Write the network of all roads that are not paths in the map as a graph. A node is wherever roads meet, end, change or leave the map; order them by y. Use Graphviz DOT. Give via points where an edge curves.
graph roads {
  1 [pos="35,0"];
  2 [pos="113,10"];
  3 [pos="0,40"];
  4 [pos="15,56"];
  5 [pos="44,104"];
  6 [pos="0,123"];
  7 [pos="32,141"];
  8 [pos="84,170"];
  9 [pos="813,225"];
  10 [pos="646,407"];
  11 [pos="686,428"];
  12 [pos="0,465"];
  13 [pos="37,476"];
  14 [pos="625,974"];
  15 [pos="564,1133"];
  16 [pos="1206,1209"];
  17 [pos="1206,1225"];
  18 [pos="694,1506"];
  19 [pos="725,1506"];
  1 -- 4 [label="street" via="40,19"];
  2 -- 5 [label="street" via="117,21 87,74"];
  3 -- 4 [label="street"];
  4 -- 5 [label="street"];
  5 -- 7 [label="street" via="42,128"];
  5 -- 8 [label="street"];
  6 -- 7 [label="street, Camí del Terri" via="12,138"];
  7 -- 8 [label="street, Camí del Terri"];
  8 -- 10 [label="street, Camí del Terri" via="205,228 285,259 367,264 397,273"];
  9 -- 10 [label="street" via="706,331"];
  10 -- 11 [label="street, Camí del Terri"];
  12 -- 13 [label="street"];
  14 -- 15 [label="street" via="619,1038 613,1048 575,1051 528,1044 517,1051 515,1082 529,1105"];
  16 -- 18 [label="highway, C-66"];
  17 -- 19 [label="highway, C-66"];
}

→ What is needed: Give the whole listing again, character for character.

→ Result of the task:
Write the network of all roads that are not paths in the map as a graph. A node is wherever roads meet, end, change or leave the map; order them by y. Use Graphviz DOT. Give via points where an edge curves.
graph roads {
  1 [pos="35,0"];
  2 [pos="113,10"];
  3 [pos="0,40"];
  4 [pos="15,56"];
  5 [pos="44,104"];
  6 [pos="0,123"];
  7 [pos="32,141"];
  8 [pos="84,170"];
  9 [pos="813,225"];
  10 [pos="646,407"];
  11 [pos="686,428"];
  12 [pos="0,465"];
  13 [pos="37,476"];
  14 [pos="625,974"];
  15 [pos="564,1133"];
  16 [pos="1206,1209"];
  17 [pos="1206,1225"];
  18 [pos="694,1506"];
  19 [pos="725,1506"];
  1 -- 4 [label="street" via="40,19"];
  2 -- 5 [label="street" via="117,21 87,74"];
  3 -- 4 [label="street"];
  4 -- 5 [label="street"];
  5 -- 7 [label="street" via="42,128"];
  5 -- 8 [label="street"];
  6 -- 7 [label="street, Camí del Terri" via="12,138"];
  7 -- 8 [label="street, Camí del Terri"];
  8 -- 10 [label="street, Camí del Terri" via="205,228 285,259 367,264 397,273"];
  9 -- 10 [label="street" via="706,331"];
  10 -- 11 [label="street, Camí del Terri"];
  12 -- 13 [label="street"];
  14 -- 15 [label="street" via="619,1038 613,1048 575,1051 528,1044 517,1051 515,1082 529,1105"];
  16 -- 18 [label="highway, C-66"];
  17 -- 19 [label="highway, C-66"];
}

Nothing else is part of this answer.